Le sujet tel que traité me plaît énormément. Envisager de décrire le vingtième siècle (en tout cas sa deuxième moitié) en si peu de mots est en soi une gageure et il faut un certain culot pour s'y aventurer, mais le talent peut tout oser.

Malheureusement, le choix affirmé et systématique du rythme d'alexandrins qui ne s'assument pas m'est insupportable: ta-ta-ta-ta-ta-ta-ta-ta-ta-ta-ta-ta (et on reprend). C'est d'autant plus dommage que ces beaux instantanés auraient tant gagnés à être écrits de manière plus lâchée pour évoquer le temps qui coule doucement et sans heurt apparent.

   Anonyme   
13/12/2012
 a aimé ce texte 
Pas
Je suis très gêné par la ponctuation anarchique qui ne facilite pas la lecture. Les fins de vers n'ont pas de virgules et je ne sais, du coup, comment ils s'articulent entre eux.
D'une façon générale je trouve le ton de cette poésie très emphatique ("étrillent l’air immobile", "un air d’accordéon dessillant la torpeur", "aux retraités décents accoutrés de bleusailles"). On sent une écriture forcée qui cherche tellement à faire poétique qu'elle en devient maladroite. Le vocabulaire est exagérément précieux.
Je pense que vous devriez revenir à quelque chose de plus naturel, de plus simple.

   Labrisse   
14/12/2012
 a aimé ce texte 
Beaucoup ↑
Je crois qu’il s’agit de la scène d’un enterrement (ou plutôt d’une vision du cortège funéraire par un des membres) ou l’auteur passe de plans en plans d’une manière très cinématographique.

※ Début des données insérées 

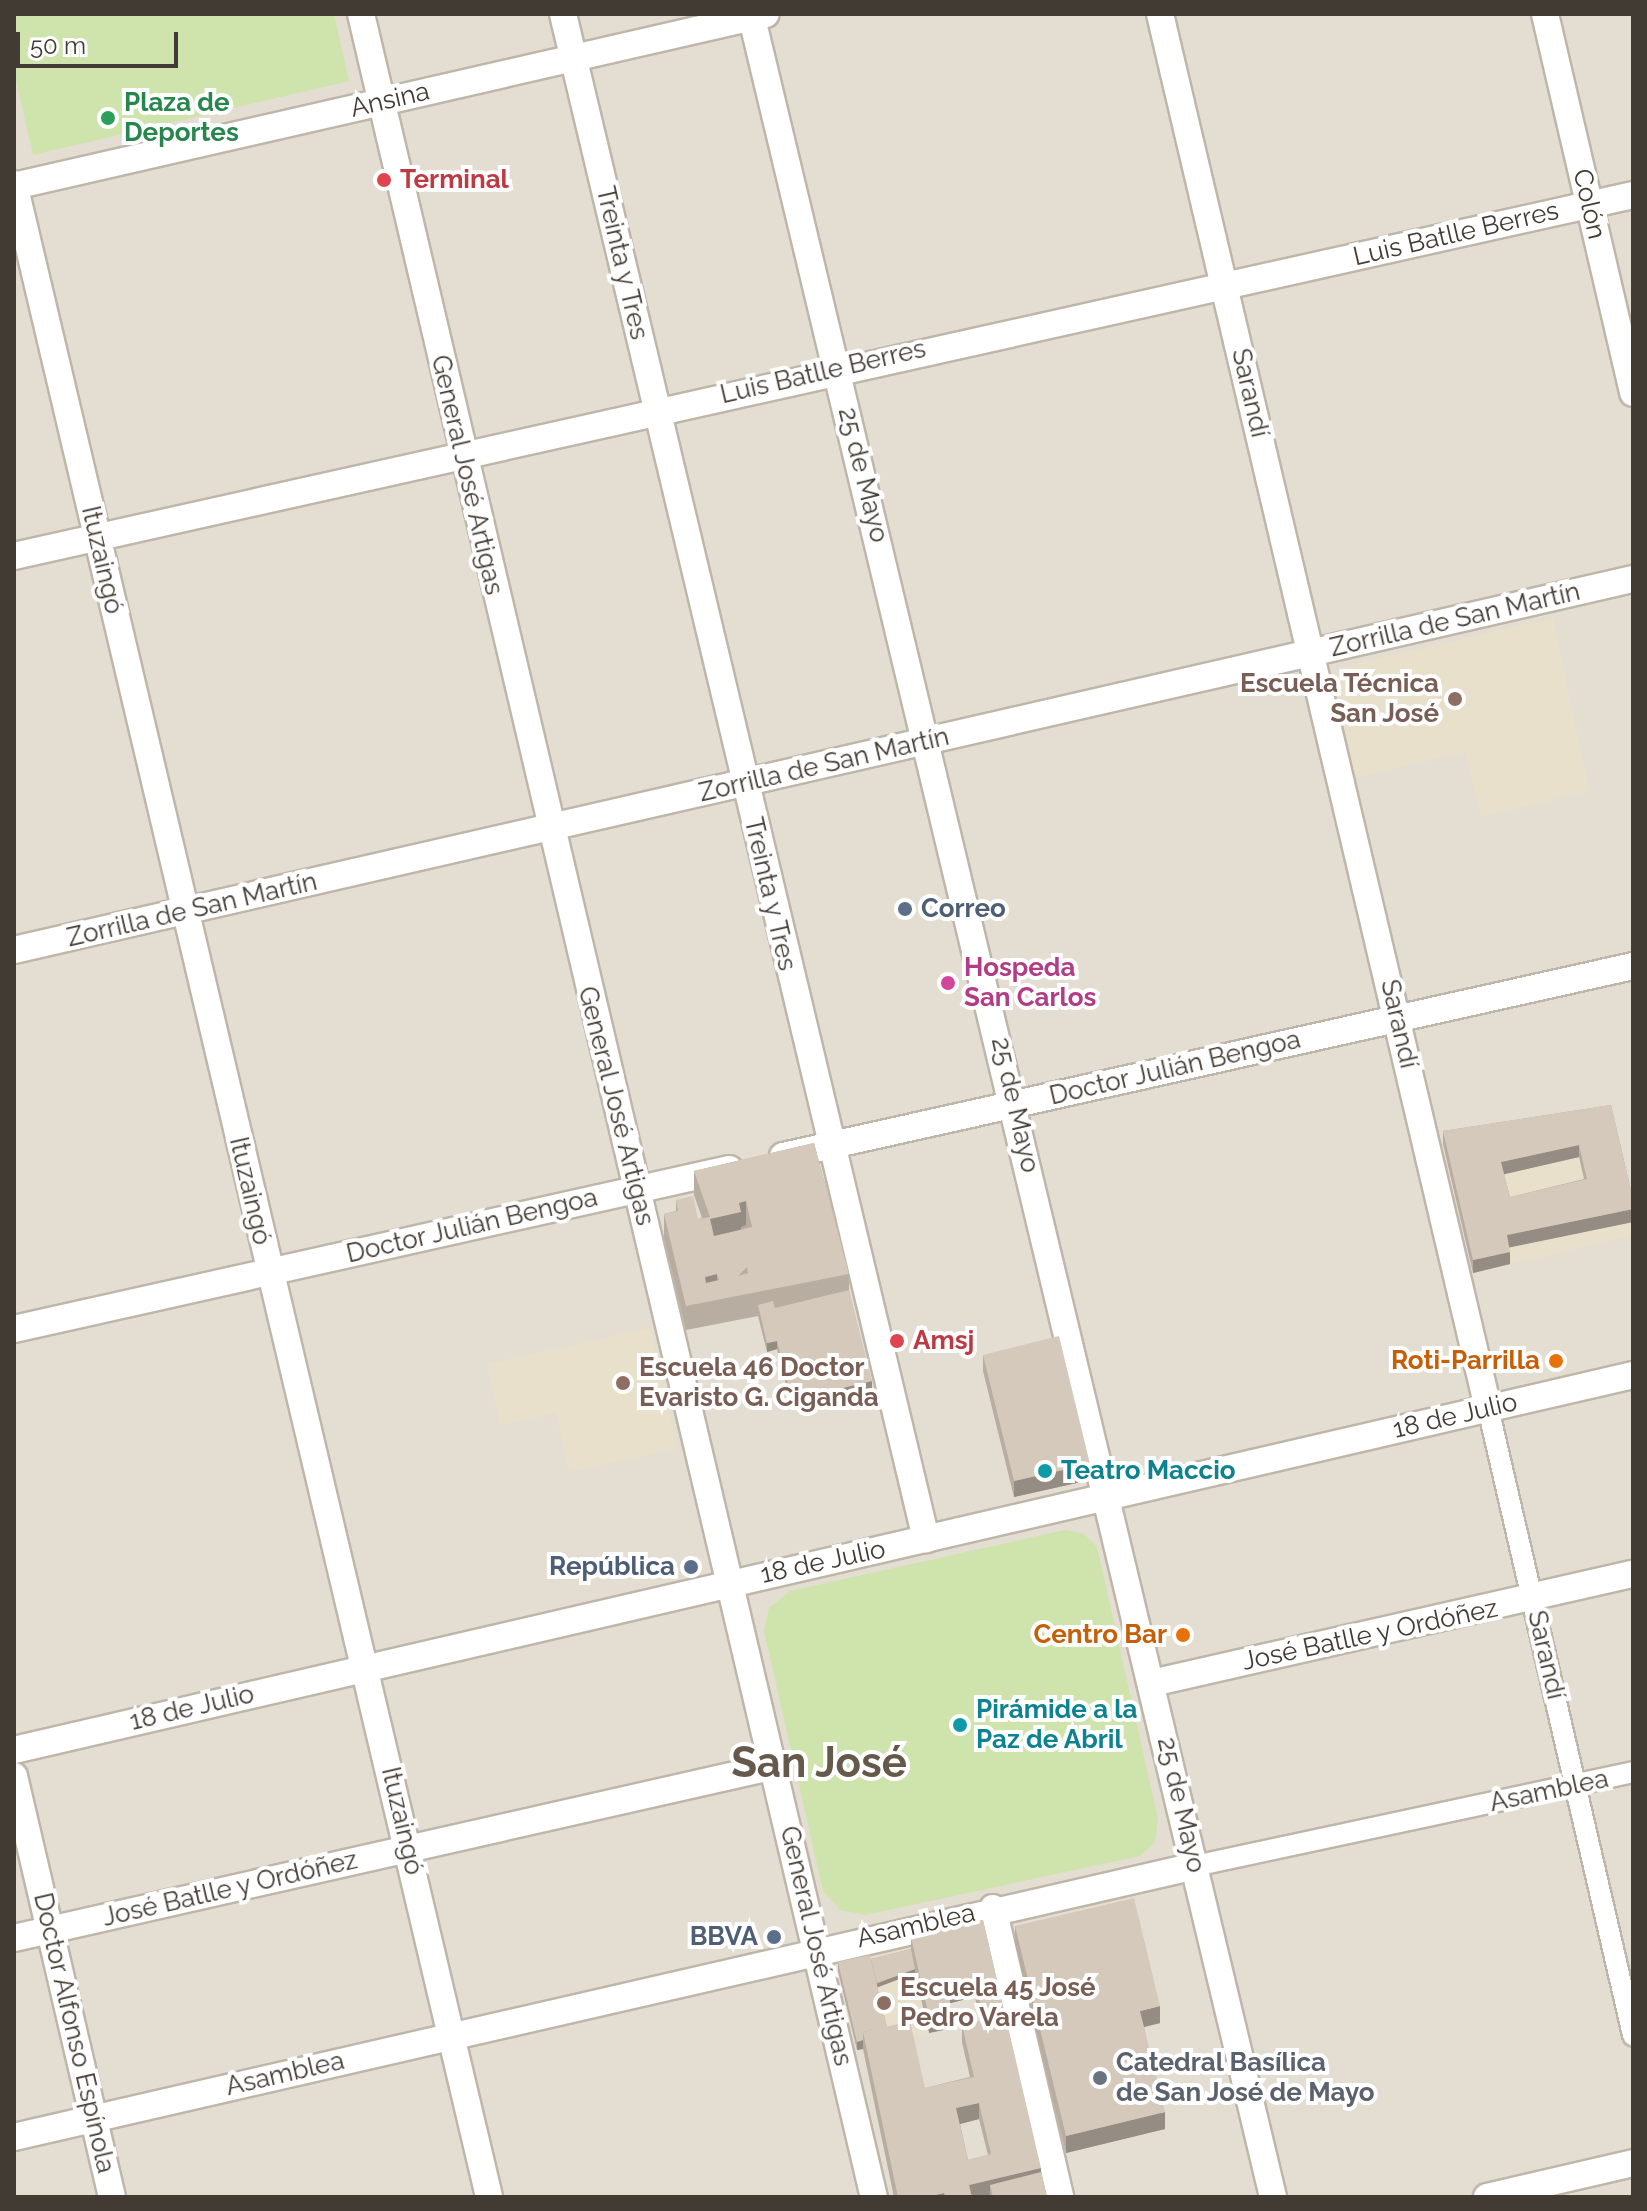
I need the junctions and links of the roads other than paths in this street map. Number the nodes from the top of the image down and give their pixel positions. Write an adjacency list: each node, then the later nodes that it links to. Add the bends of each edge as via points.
1 (361, 14): 7 (street, General José Artigas)
2 (563, 14): 6 (street, Treinta y Tres)
3 (1160, 14): 11 (street, Sarandí)
4 (1545, 14): 10 (street, Colón)
5 (756, 15): 6 (street, Ansina); 12 (street, 25 de Mayo)
6 (573, 60): 7 (street, Ansina); 14 (street, Treinta y Tres)
7 (381, 102): 8 (street, Ansina); 15 (street, General José Artigas)
8 (14, 185): 16 (street, Ituzaingó)
9 (1633, 195): 10 (street, Luis Batlle Berres)
10 (1589, 204): 11 (street, Luis Batlle Berres); 13 (street, Colón)
11 (1224, 285): 12 (street, Luis Batlle Berres); 19 (street, Sarandí)
12 (837, 367): 14 (street, Luis Batlle Berres); 20 (street, 25 de Mayo)
13 (1633, 393)
14 (656, 409): 15 (street, Luis Batlle Berres); 21 (street, Treinta y Tres)
15 (461, 451): 16 (street, Luis Batlle Berres); 22 (street, General José Artigas)
16 (97, 538): 17 (street, Luis Batlle Berres); 23 (street, Ituzaingó)
17 (14, 556)
18 (1633, 579): 19 (street, Zorrilla de San Martín)
19 (1311, 654): 20 (street, Zorrilla de San Martín); 26 (street, Sarandí)
20 (927, 741): 21 (street, Zorrilla de San Martín); 27 (street, 25 de Mayo)
21 (744, 783): 22 (street, Zorrilla de San Martín); 28 (street, Treinta y Tres)
22 (548, 828): 23 (street, Zorrilla de San Martín); 29 (street, General José Artigas)
23 (185, 911): 24 (street, Zorrilla de San Martín); 30 (street, Ituzaingó)
24 (14, 950)
25 (1633, 966): 26 (street, Doctor Julián Bengoa)
26 (1397, 1018): 27 (street, Doctor Julián Bengoa); 33 (street, Sarandí)
27 (1016, 1104): 28 (street, Doctor Julián Bengoa); 34 (street, 25 de Mayo)
28 (830, 1146): 29 (street, Doctor Julián Bengoa); 35 (street, Treinta y Tres)
29 (637, 1189): 30 (street, Doctor Julián Bengoa); 37 (street, General José Artigas)
30 (269, 1272): 31 (street, Doctor Julián Bengoa); 39 (street, Ituzaingó)
31 (14, 1329)
32 (1633, 1375): 33 (street, 18 de Julio)
33 (1488, 1408): 34 (street, 18 de Julio); 38 (street, Sarandí)
34 (1106, 1499): 35 (street, 18 de Julio); 40 (street, 25 de Mayo)
35 (926, 1539): 37 (street, 18 de Julio)
36 (1633, 1574): 38 (street, José Batlle y Ordóñez)
37 (728, 1582): 39 (street, 18 de Julio); 42 (street, General José Artigas)
38 (1533, 1599): 40 (street, José Batlle y Ordóñez); 45 (street, Sarandí)
39 (366, 1666): 41 (street, 18 de Julio); 46 (street, Ituzaingó)
40 (1152, 1683): 47 (street, 25 de Mayo)
41 (14, 1750)
42 (775, 1766): 46 (street, José Batlle y Ordóñez); 51 (street, General José Artigas)
43 (1633, 1772): 45 (street, Asamblea)
44 (14, 1776): 49 (street, Doctor Alfonso Espínola)
45 (1575, 1785): 47 (street, Asamblea); 53 (street, Sarandí)
46 (409, 1849): 49 (street, José Batlle y Ordóñez); 52 (street, Ituzaingó)
47 (1195, 1866): 48 (street, Asamblea); 61 (street, 25 de Mayo)
48 (993, 1908): 51 (street, Asamblea); 60 (street)
49 (51, 1930): 50 (street, José Batlle y Ordóñez); 54 (street, Doctor Alfonso Espínola)
50 (14, 1938)
51 (815, 1949): 52 (street, Asamblea); 59 (street, General José Artigas)
52 (453, 2034): 54 (street, Asamblea); 58 (street, Ituzaingó)
53 (1633, 2035)
54 (94, 2119): 55 (street, Asamblea); 57 (street, Doctor Alfonso Espínola)
55 (14, 2137)
56 (1633, 2163): 62 (street)
57 (112, 2197)
58 (489, 2197)
59 (874, 2197)
60 (1060, 2197)
61 (1273, 2197)
62 (1487, 2197)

Ce cheminement est à tiroir car l’auteur y mêle des descriptions de sa vie et de ses expériences.

Le seul rapport que nous ayons à cet auteur est qu’il nous balance des photos sur la table, photos très parlantes, se recouvrant les unes après les autres dans les liens et la chronologie d’une histoire à nouer soi même.

Notre Poète est un vrai taiseux loquace ! Quel oxymore alors ! Il a quelque chose d’important à nous dire et il apporte beaucoup de sens aux silences entre les mots.
Justement, quelques uns, rares viennent accentuer le mystère et inciter notre curiosité… Je n’ai pas peur de dire que je n’emploie pas dessiller [(séparer ses paupières en ouvrant les yeux) dont les sonorités mouillées et aigues sont très jolies] toutes les cinq minutes, donc cet auteur possède ou de la culture (c’est pas mal) ou une force réelle de travail (c’est excellemment mieux) en tous cas il écrit bien pour le plaisir d’un lectorat ce qui est une noble mission. De plus ce dessillement est en parallèle de l’accordéon, du domaine plissant lui aussi … ce genre de métaphore est beau de mon point de vue.

Dans les images jetées sur la table nous avons : la rumeur des grands-mères à l’orée de leur antre, Hameaux rabibochés sur le flanc des remblais, des douzains en prose dont le rebondissement est très réussi,

Les enfants s'abusent etc. cet auteur s'a(m)use avec...de l'audace.

Et aussi : Là-bas couraient les voies parcourues de lorries
Encombrés de ferrailles… Ce distique wagonne fort bien au bruit de boogie-woogie d’une friche industrielle écrasée d’abandon et d’inhumanité.

Bon il y aurait tant de temps à passer … quand même « ces hameaux rabibochés sur le flanc des remblais » c’est très « gourmand » cette écriture…

Artistiquement cette pièce est très bonne … ce poème est un beau poème.

Amitiés,

Labrisse.

   Artexflow   
2/1/2013
 a aimé ce texte 
Beaucoup ↓
Meaban,

Merci pour cette très agréable lecture et cette très délicate écriture.
J'aime quand un poème est fait de soie.

Quelques petites choses ont dérangé, soit ma lecture rythmique, soit mon imaginaire, mais rarement grandement. Entre autres :

la rumeur des grands-mères à l’orée de leur antre image un peu froide
passe la fourgonnette de l’épicier bougon. bougon m'a tué le rythme
Arrangées sur l’étal d’un vieux réparateur qui rivé sur la mire mâchonne des cigares idem, problème de rythme. C'est pas forcément vous d'ailleurs hein, je dis juste c'qui m'est arrivé !
Il comptera les étoiles j'ai pas trop adhéré à votre fin.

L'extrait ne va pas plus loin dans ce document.